*WHAT NEEDS TO BE DONE:* Given the records below, set each one down again exactly as it reads.

*ENTRIES SHOWN:*
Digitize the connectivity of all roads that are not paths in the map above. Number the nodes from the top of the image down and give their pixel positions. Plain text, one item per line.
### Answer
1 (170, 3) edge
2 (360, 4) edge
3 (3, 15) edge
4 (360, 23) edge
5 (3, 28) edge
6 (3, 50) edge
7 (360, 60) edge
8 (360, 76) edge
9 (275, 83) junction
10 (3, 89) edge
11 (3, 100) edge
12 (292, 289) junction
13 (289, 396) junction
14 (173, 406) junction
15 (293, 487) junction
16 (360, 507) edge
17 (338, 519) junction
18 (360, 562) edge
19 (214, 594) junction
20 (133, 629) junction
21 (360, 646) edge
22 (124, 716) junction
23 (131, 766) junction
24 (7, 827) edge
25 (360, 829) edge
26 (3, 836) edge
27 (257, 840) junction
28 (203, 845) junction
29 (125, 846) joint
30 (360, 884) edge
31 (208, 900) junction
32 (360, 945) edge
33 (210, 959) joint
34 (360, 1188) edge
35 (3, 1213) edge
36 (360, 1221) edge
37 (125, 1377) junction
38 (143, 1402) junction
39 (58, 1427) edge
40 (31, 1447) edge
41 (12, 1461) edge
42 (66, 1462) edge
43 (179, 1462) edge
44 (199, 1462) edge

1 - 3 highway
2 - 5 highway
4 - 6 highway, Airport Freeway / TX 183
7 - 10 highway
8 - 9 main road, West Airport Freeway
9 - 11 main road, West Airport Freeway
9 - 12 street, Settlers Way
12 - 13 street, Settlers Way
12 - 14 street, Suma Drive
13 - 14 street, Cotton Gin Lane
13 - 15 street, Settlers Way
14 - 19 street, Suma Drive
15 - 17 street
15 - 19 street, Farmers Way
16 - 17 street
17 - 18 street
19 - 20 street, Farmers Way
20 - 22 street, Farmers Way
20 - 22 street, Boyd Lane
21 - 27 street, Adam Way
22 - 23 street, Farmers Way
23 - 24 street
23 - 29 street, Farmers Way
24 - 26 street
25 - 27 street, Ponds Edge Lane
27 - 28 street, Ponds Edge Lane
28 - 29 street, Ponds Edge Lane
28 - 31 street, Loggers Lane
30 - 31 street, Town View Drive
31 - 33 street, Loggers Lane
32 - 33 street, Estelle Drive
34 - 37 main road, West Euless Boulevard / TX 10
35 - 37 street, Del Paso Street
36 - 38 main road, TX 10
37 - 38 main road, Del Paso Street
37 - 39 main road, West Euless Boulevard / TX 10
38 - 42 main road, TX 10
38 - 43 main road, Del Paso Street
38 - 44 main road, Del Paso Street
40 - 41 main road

*TASK RESULT:*
Digitize the connectivity of all roads that are not paths in the map above. Number the nodes from the top of the image down and give their pixel positions. Plain text, one item per line.
### Answer
1 (170, 3) edge
2 (360, 4) edge
3 (3, 15) edge
4 (360, 23) edge
5 (3, 28) edge
6 (3, 50) edge
7 (360, 60) edge
8 (360, 76) edge
9 (275, 83) junction
10 (3, 89) edge
11 (3, 100) edge
12 (292, 289) junction
13 (289, 396) junction
14 (173, 406) junction
15 (293, 487) junction
16 (360, 507) edge
17 (338, 519) junction
18 (360, 562) edge
19 (214, 594) junction
20 (133, 629) junction
21 (360, 646) edge
22 (124, 716) junction
23 (131, 766) junction
24 (7, 827) edge
25 (360, 829) edge
26 (3, 836) edge
27 (257, 840) junction
28 (203, 845) junction
29 (125, 846) joint
30 (360, 884) edge
31 (208, 900) junction
32 (360, 945) edge
33 (210, 959) joint
34 (360, 1188) edge
35 (3, 1213) edge
36 (360, 1221) edge
37 (125, 1377) junction
38 (143, 1402) junction
39 (58, 1427) edge
40 (31, 1447) edge
41 (12, 1461) edge
42 (66, 1462) edge
43 (179, 1462) edge
44 (199, 1462) edge

1 - 3 highway
2 - 5 highway
4 - 6 highway, Airport Freeway / TX 183
7 - 10 highway
8 - 9 main road, West Airport Freeway
9 - 11 main road, West Airport Freeway
9 - 12 street, Settlers Way
12 - 13 street, Settlers Way
12 - 14 street, Suma Drive
13 - 14 street, Cotton Gin Lane
13 - 15 street, Settlers Way
14 - 19 street, Suma Drive
15 - 17 street
15 - 19 street, Farmers Way
16 - 17 street
17 - 18 street
19 - 20 street, Farmers Way
20 - 22 street, Farmers Way
20 - 22 street, Boyd Lane
21 - 27 street, Adam Way
22 - 23 street, Farmers Way
23 - 24 street
23 - 29 street, Farmers Way
24 - 26 street
25 - 27 street, Ponds Edge Lane
27 - 28 street, Ponds Edge Lane
28 - 29 street, Ponds Edge Lane
28 - 31 street, Loggers Lane
30 - 31 street, Town View Drive
31 - 33 street, Loggers Lane
32 - 33 street, Estelle Drive
34 - 37 main road, West Euless Boulevard / TX 10
35 - 37 street, Del Paso Street
36 - 38 main road, TX 10
37 - 38 main road, Del Paso Street
37 - 39 main road, West Euless Boulevard / TX 10
38 - 42 main road, TX 10
38 - 43 main road, Del Paso Street
38 - 44 main road, Del Paso Street
40 - 41 main road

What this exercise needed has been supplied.